最後には、一部の女性に参政権を認めた合衆国憲法修正第19条の成立(1920年)にこぎ着けるが、黒人などマイノリティーは当時除かれ、女性の権利をめぐる果てしなく長い闘いが描写されている。

クリントン氏はノーベル平和賞受賞者のマララ・ユスフザイさんとともにプロデューサーとして名を連ねていて、民主党大会での歌詞の引用は強い思い入れがある証拠だ。
現代も共感を呼ぶ「100年前の闘い」
無論、この運動がなければ男女が平等に参政権を持つ現代の選挙は存在せず、ハリス氏の立候補もありえなかったことになる。
なぜ、この歴史に今スポットライトをあてるのか。舞台を手がけたプロデューサー、レイチェル・サスマン(Rachel Sussman)さんに話を聞いた。

――なぜこの舞台を?
「小さかった頃、学校の教科書に女性の参政権に関する記述はパラグラフ2つしかありませんでした。『もっと何かあるはず』と思い、調べていくと、75年以上もかけて第19条の修正(女性の参政権)の成立に貢献した女性たちについて知りました。

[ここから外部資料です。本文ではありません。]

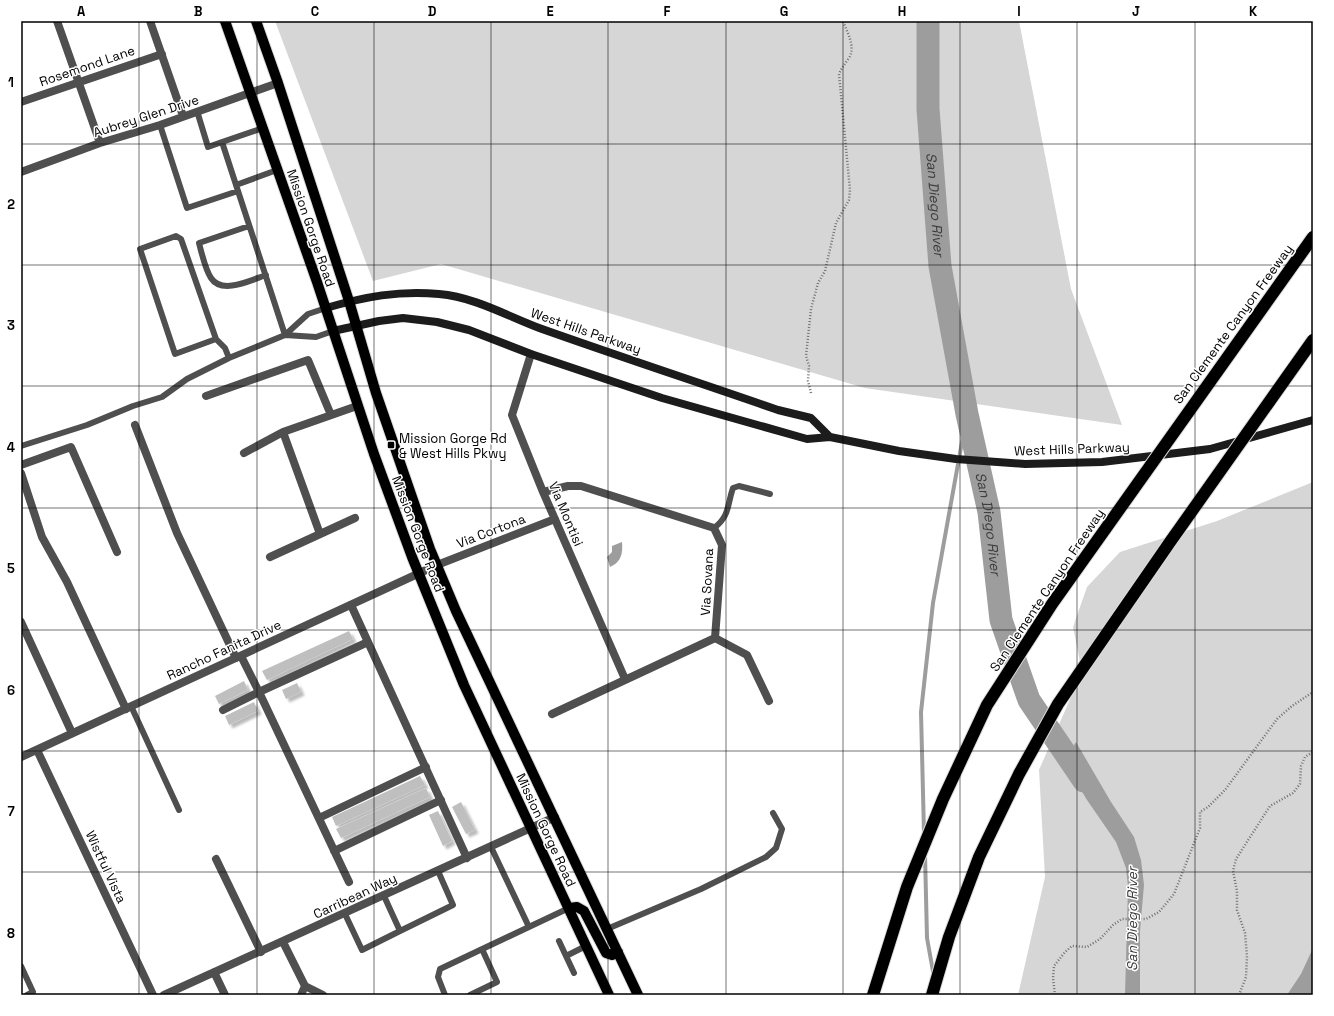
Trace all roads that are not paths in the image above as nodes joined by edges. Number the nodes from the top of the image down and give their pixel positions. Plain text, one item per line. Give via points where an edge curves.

『なぜたち若い世代は、アメリカ史での女性たちの功績について教えられていないのだろう』と感じ、20代前半にプロデューサーの仕事を始めた時に、今回の受賞した脚本と楽曲を書いたシェイナ・タウブ(Shaina Taub)さんにアプローチしました。それが2014年のことでした」

――11月の大統領選挙を前に、10年構想の舞台の意義はどう感じる?
「その時々の世の中がどうであろうと、この舞台が共感され続けているのを感じます。今回はハリス氏が大統領候補ですが、その昔、女性たちが闘いの末に手に入れた参政権について知ってもらい、今回投票することの重要性を訴えられればと思っています」

――クリントン元国務長官が民主党大会で舞台の歌詞を引用したが?
「本当に光栄でした。彼女がそうするとは全く予想していませんでしたから。『前進は可能だが、保証はない(Progress is possible, not guaranteed)』(『だから行進をし続けなければならない』)という歌詞を気に入って下さっていたようです。また、演説では『私の孫やその孫に知ってもらいたい。私がきょうここに立っていたということを』という歌詞も引用しました。感動しましたよ」

――多くの女性がこの舞台に共感しているようだが、なぜだと思う?
「最後に歌われる『Keep Marching(行進し続けよう)』という曲に集約されると思います。(女性の権利について)闘った成果は、自分が生きているうちに見届けることはできなくても、次の世代に引き継ぎ、闘い続けなければならないということです。それが、未来の世代にインパクトを与える一歩になるのです」

――日本人へのメッセージは?
「日本でも『SUFFS』の舞台を上演できたら夢ですね。女性たちが『正しい』と信じるもののために闘うというのは、世界どこでも共通していると思いますし、共感を得るのだと思います。この舞台が人々を鼓舞し、信念に基づいて行動する後押しになることを願っています」
(取材・執筆:FNNニューヨーク支局長 弓削いく子)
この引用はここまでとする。